First, we can aggregate number of flowers with $$$x$$$ petals into $$$c_{x}$$$ (for example, sort the array and then create array of pairs $$$(x, c_{x})$$$, where $$$c_{x}$$$ is the length of segment with elements equal to $$$x$$$).

Note that $$$\sum_{x} c_{x} = n$$$. Also note that for every $$$x$$$ we won't need more than $$$\left\lfloor\frac{m}{x}\right\rfloor$$$ flowers (otherwise total number of petals will exceed $$$m$$$).

Then we iterate through all $$$x$$$. Suppose that we want to assemble a bouquet with $$$x, x + 1$$$ petals. We can bruteforce the amount of flowers with $$$x$$$ petals in $$$O(c_{x})$$$. If we have $$$0 \le k_1 \le min(c_{x}, \left\lfloor\frac{m}{x}\right\rfloor)$$$ flowers with $$$x$$$ petals, we already have $$$k_1 * x$$$ petals. There are still $$$m - k_1 * x$$$ coins which we can spend for flowers with $$$x + 1$$$ petals.

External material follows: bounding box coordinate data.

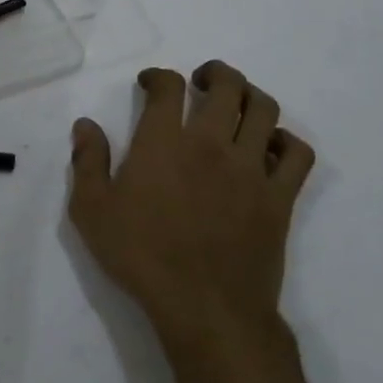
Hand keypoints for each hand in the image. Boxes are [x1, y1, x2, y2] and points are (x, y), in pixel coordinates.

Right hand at [69, 61, 314, 352]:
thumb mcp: (92, 211)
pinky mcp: (279, 196)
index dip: (158, 76)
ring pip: (264, 109)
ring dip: (251, 96)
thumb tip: (85, 124)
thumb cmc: (142, 257)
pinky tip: (270, 148)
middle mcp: (210, 143)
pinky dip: (286, 141)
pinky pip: (297, 154)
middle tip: (201, 81)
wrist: (205, 308)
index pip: (167, 86)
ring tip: (236, 105)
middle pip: (227, 85)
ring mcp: (251, 168)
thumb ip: (87, 162)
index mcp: (164, 142)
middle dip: (214, 73)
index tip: (149, 84)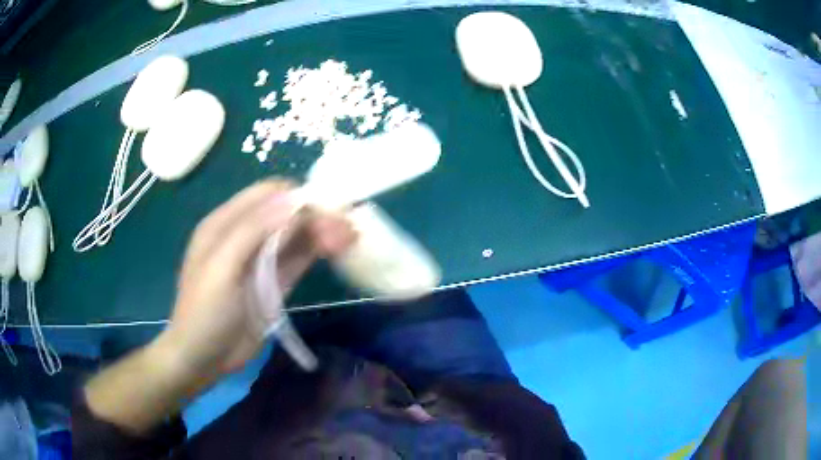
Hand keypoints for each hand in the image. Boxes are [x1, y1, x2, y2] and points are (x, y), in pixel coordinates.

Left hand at [84, 179, 355, 434]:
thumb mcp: (221, 267)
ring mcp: (260, 260)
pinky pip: (298, 260)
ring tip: (350, 236)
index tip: (326, 205)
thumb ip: (253, 230)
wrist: (204, 358)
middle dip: (315, 215)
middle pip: (285, 214)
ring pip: (295, 236)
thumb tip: (293, 200)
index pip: (266, 194)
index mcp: (225, 223)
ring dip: (321, 232)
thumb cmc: (204, 311)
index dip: (297, 195)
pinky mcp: (274, 283)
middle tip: (346, 227)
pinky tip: (338, 249)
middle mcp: (244, 235)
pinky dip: (317, 252)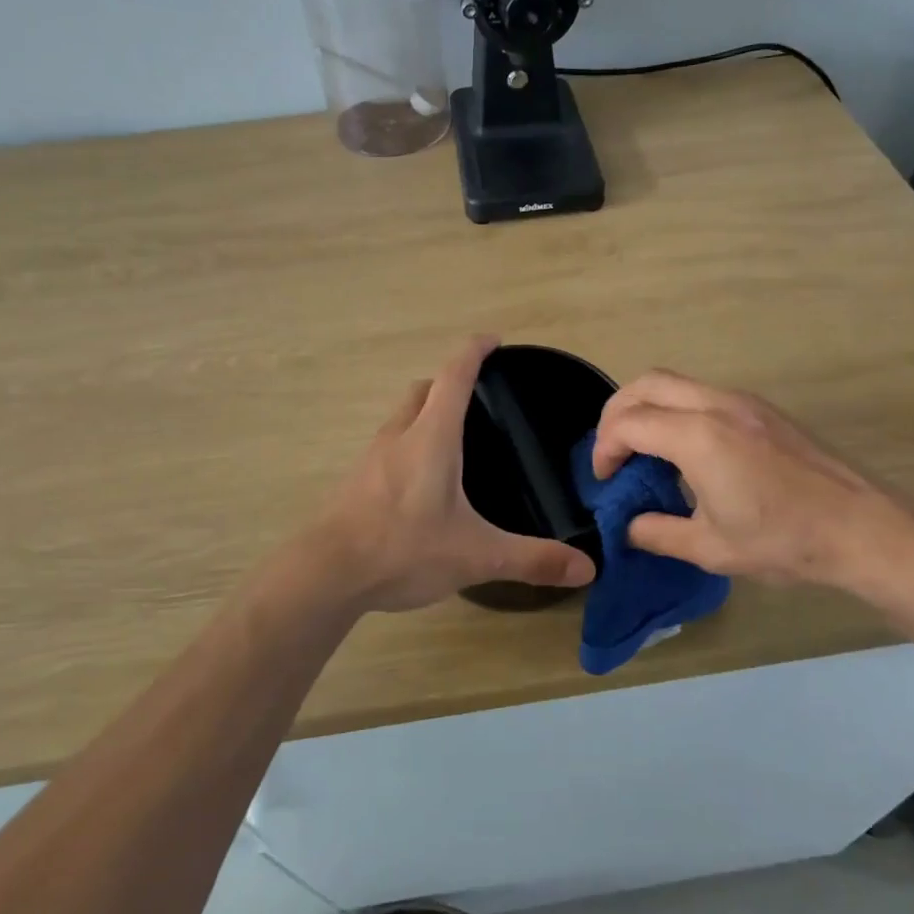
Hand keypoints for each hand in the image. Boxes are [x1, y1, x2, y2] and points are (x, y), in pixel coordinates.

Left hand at [306, 336, 596, 614]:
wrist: (326, 574)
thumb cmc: (403, 549)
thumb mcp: (476, 555)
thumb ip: (532, 559)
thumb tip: (587, 568)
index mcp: (431, 437)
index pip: (454, 376)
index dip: (474, 351)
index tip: (492, 339)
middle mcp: (398, 436)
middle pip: (422, 390)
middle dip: (448, 382)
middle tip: (476, 398)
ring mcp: (371, 457)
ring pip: (401, 417)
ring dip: (425, 413)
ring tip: (452, 439)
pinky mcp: (356, 481)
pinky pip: (388, 446)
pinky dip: (408, 444)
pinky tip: (420, 481)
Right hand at [591, 370, 913, 593]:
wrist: (862, 527)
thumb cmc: (784, 540)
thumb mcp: (711, 548)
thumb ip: (658, 533)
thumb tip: (628, 527)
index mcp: (698, 436)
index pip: (629, 423)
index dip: (605, 448)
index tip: (604, 479)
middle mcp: (716, 404)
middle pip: (646, 384)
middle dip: (616, 413)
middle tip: (612, 451)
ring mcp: (742, 401)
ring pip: (676, 382)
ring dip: (647, 406)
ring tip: (643, 448)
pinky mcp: (761, 408)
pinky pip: (702, 392)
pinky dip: (676, 408)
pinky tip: (685, 449)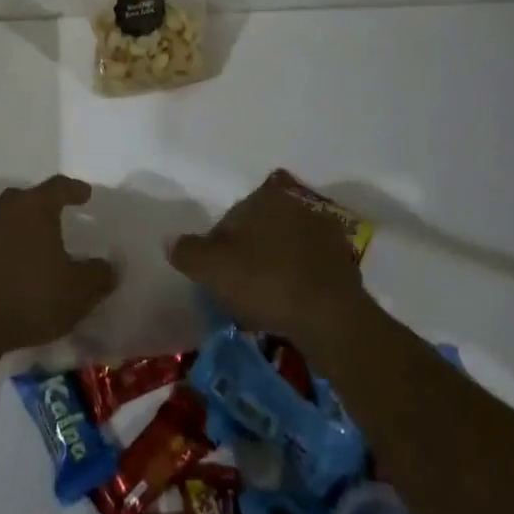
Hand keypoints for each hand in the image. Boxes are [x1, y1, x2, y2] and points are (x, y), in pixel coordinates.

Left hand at [0, 176, 118, 356]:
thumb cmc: (29, 295)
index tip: (86, 194)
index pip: (58, 186)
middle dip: (44, 205)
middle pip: (27, 198)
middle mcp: (6, 210)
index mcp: (34, 206)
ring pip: (9, 220)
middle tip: (60, 215)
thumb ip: (98, 275)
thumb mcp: (77, 290)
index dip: (74, 189)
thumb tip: (110, 265)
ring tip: (41, 244)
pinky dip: (10, 249)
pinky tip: (20, 268)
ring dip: (24, 228)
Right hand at [168, 176, 367, 347]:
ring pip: (284, 248)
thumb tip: (169, 241)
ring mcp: (324, 232)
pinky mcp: (344, 262)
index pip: (230, 219)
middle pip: (258, 231)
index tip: (218, 276)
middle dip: (248, 254)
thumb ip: (186, 251)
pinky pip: (308, 269)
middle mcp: (296, 204)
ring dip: (274, 267)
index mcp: (265, 195)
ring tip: (265, 303)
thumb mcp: (212, 267)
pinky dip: (298, 282)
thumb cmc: (265, 281)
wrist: (331, 317)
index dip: (218, 248)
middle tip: (239, 289)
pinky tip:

There are at most $$$k_2 = min(c_{x + 1}, \left\lfloor\frac{m - k_1 * x}{x + 1}\right\rfloor)$$$ flowers with $$$x + 1$$$ petal we can buy. So we need to find maximum over all such $$$k_1 * x + k_2 * (x + 1)$$$.

Total complexity is $$$O(\sum_{x} c_{x}) = O(n)$$$ for finding the maximum and $$$O(n \log n)$$$ for sorting.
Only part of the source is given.